▸ Source data:
• • • • • • •

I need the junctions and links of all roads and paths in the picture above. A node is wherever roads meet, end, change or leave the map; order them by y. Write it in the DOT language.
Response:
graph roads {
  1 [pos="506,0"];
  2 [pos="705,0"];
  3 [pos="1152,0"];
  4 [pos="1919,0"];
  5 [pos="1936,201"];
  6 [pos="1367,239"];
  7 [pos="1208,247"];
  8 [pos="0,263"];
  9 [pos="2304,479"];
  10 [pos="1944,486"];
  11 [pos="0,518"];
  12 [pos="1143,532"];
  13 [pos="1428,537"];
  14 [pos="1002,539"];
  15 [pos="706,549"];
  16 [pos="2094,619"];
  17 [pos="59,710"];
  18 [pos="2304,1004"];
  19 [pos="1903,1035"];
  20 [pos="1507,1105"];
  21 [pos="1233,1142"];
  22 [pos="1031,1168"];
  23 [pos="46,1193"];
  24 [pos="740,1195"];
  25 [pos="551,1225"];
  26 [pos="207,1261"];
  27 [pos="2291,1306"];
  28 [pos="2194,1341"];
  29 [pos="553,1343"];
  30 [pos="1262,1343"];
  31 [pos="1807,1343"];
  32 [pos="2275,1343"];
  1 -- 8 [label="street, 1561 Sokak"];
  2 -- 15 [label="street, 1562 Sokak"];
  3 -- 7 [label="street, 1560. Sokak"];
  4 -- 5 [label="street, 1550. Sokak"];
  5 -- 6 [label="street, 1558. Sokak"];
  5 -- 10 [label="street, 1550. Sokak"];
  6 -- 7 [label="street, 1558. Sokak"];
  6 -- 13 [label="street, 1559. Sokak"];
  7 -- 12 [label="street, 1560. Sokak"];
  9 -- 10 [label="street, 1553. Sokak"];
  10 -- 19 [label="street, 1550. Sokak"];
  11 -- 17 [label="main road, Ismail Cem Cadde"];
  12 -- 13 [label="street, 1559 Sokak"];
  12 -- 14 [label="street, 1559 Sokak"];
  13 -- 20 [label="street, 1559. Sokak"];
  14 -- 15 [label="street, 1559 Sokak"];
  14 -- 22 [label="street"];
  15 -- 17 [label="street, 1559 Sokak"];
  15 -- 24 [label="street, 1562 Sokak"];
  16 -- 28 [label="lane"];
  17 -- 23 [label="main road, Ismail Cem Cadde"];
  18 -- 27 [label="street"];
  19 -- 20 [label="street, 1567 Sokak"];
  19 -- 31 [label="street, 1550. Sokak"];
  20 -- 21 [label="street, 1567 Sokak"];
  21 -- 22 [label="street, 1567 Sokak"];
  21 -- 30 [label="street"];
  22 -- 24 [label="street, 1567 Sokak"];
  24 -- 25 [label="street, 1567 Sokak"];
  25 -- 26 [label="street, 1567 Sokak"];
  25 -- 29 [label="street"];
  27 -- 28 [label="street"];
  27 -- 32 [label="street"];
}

• • • • • • •

▸ Exercise requirements: All lines of the records containing "Cadde" should be shown.

▸ Exercise output:
  11 -- 17 [label="main road, Ismail Cem Cadde"];
  17 -- 23 [label="main road, Ismail Cem Cadde"];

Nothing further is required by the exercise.